F. Scott Fitzgerald: The Crack-Up

The stock market crash brought the music of the Jazz Age to a screeching halt. People lost their savings in the massive stock market collapse of October 1929. Frightened consumers stopped spending whatever money they had left, sparking a worldwide downturn. Banks failed. (Is any of this starting to sound familiar?) Unemployment reached 30 percent. To make matters worse, a drought in 1930 ravaged farmers. It was a hard time in America.

Fitzgerald didn't lose money in the market; he never owned stock. But the dawn of the 1930s spelled the end of an era for him and Zelda. "We will never feel quite so intensely about our surroundings anymore," he wrote in Echoes of the Jazz Age.12By 1930, at the age of 34, Fitzgerald had already passed the peak of his fame, health and marriage. Zelda's mental illness took a toll on the family. She spent the first part of the decade shuttling between different hospitals in Europe and the U.S., racking up huge medical bills. By the mid-1930s F. Scott Fitzgerald himself suffered a mental crisis, which he detailed in a three-part essay for Esquire magazine in 1936. "There is another sort of blow that comes from within," he wrote in "The Crack-Up," one that "that you don't feel until it's too late to do anything about it, until you realize with finality that in some regard you will never be as good a man again."13The essay, striking for its vulnerability and insight, was trashed by critics and readers as self-indulgent and whiny.

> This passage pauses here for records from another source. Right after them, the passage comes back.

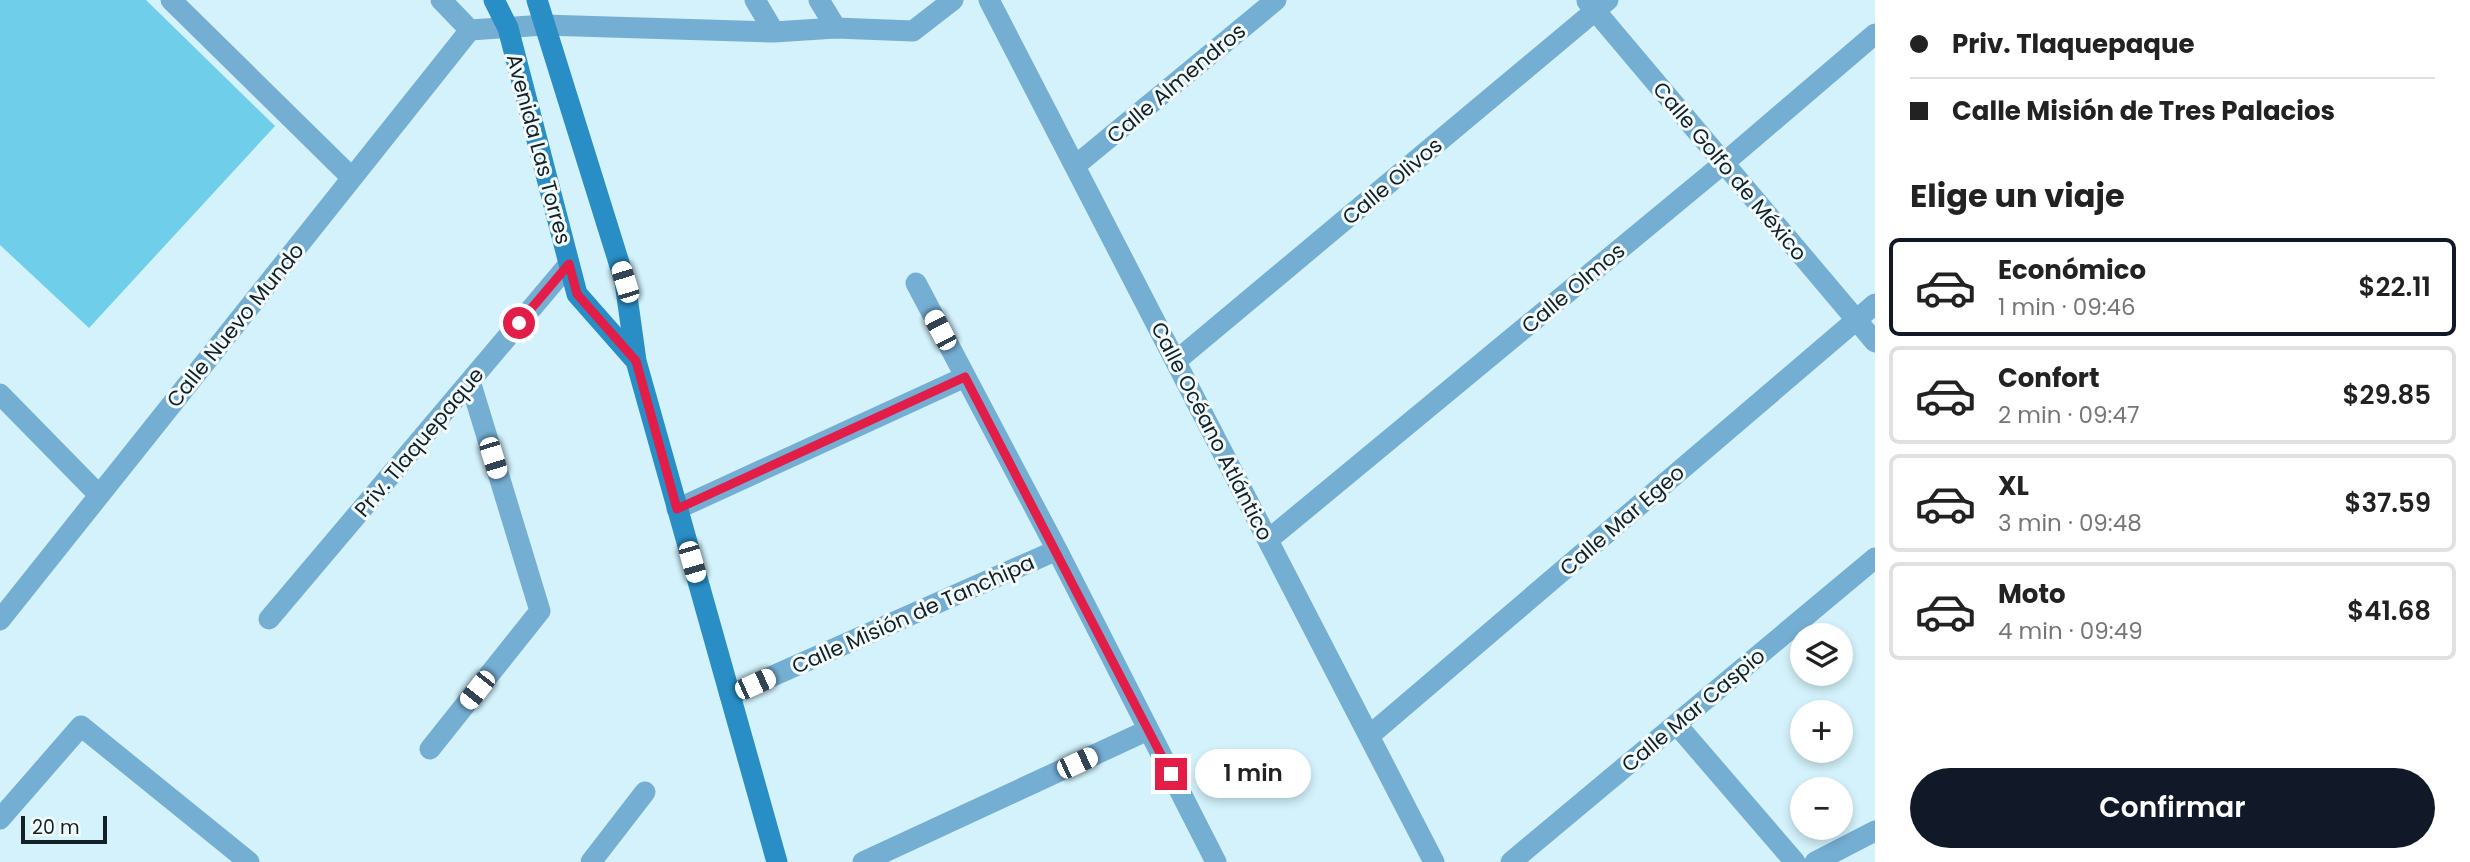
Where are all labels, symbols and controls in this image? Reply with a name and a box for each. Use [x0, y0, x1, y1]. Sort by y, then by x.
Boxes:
street label: Calle Almendros [1100, 16, 1252, 150]
text: Priv. Tlaquepaque [1952, 26, 2195, 62]
street label: Avenida Las Torres [500, 51, 578, 247]
street label: Calle Golfo de México [1646, 75, 1814, 267]
text: Calle Misión de Tres Palacios [1952, 93, 2335, 129]
street label: Calle Olivos [1336, 131, 1448, 231]
text: Elige un viaje [1910, 173, 2125, 218]
street label: Calle Olmos [1515, 236, 1631, 340]
street label: Calle Nuevo Mundo [160, 237, 310, 413]
text: Económico [1998, 252, 2146, 288]
icon: car [1914, 256, 1977, 319]
car [609, 259, 642, 305]
text: $22.11 [2359, 269, 2431, 305]
text: 1 min · 09:46 [1998, 291, 2136, 323]
route start [503, 307, 535, 339]
car [921, 307, 960, 353]
street label: Calle Océano Atlántico [1144, 317, 1280, 545]
text: Confort [1998, 360, 2100, 396]
street label: Priv. Tlaquepaque [348, 361, 490, 523]
icon: car [1914, 364, 1977, 427]
text: $29.85 [2343, 377, 2431, 413]
text: 2 min · 09:47 [1998, 399, 2139, 431]
car [477, 435, 510, 481]
street label: Calle Mar Egeo [1553, 458, 1691, 582]
text: XL [1998, 468, 2029, 504]
icon: car [1914, 472, 1977, 535]
text: $37.59 [2344, 485, 2431, 521]
text: 3 min · 09:48 [1998, 507, 2142, 539]
car [677, 539, 708, 585]
street label: Calle Misión de Tanchipa [787, 547, 1039, 681]
text: Moto [1998, 576, 2066, 612]
icon: car [1914, 580, 1977, 643]
text: $41.68 [2347, 593, 2431, 629]
text: 4 min · 09:49 [1998, 615, 2143, 647]
map controls [1790, 623, 1853, 840]
button: layers [1790, 623, 1853, 686]
street label: Calle Mar Caspio [1615, 641, 1771, 779]
car [732, 666, 779, 702]
car [456, 667, 499, 713]
button: + [1790, 700, 1853, 763]
car [1054, 745, 1101, 781]
callout: 1 min [1196, 750, 1311, 798]
text: 1 min [1223, 757, 1283, 789]
route end [1155, 758, 1187, 790]
button: Confirmar [1910, 768, 2435, 848]
button: − [1790, 777, 1853, 840]
scale bar [21, 813, 107, 845]
text: 20 m [32, 814, 80, 841]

The market for print media was changing. People were turning away from literature and toward new forms of entertainment like radio and cinema. Tastes were shaped partly by escapism and partly by the economic reality of the Depression—books cost a few dollars each, but the movies cost only a few cents and provided hours of entertainment. Those who did read searched for different subjects. The public's taste for literature celebrating the excesses of the previous decade fizzled in favor of books with a social message. Out were Gatsby's shiny bespoke shirts. In was John Steinbeck's Joad family trudging grimly across the dusty West. People were worried about the rise of Hitler and Mussolini in Europe. It was politically correct among writers and intellectuals to be liberal, if not Marxist. Fitzgerald was never politically active and was not willing to reveal political leanings of any kind in his work. He never catered to the desire for social redemption. He and his characters became reflective, musing on the talent squandered and the opportunities lost in an age of decadence.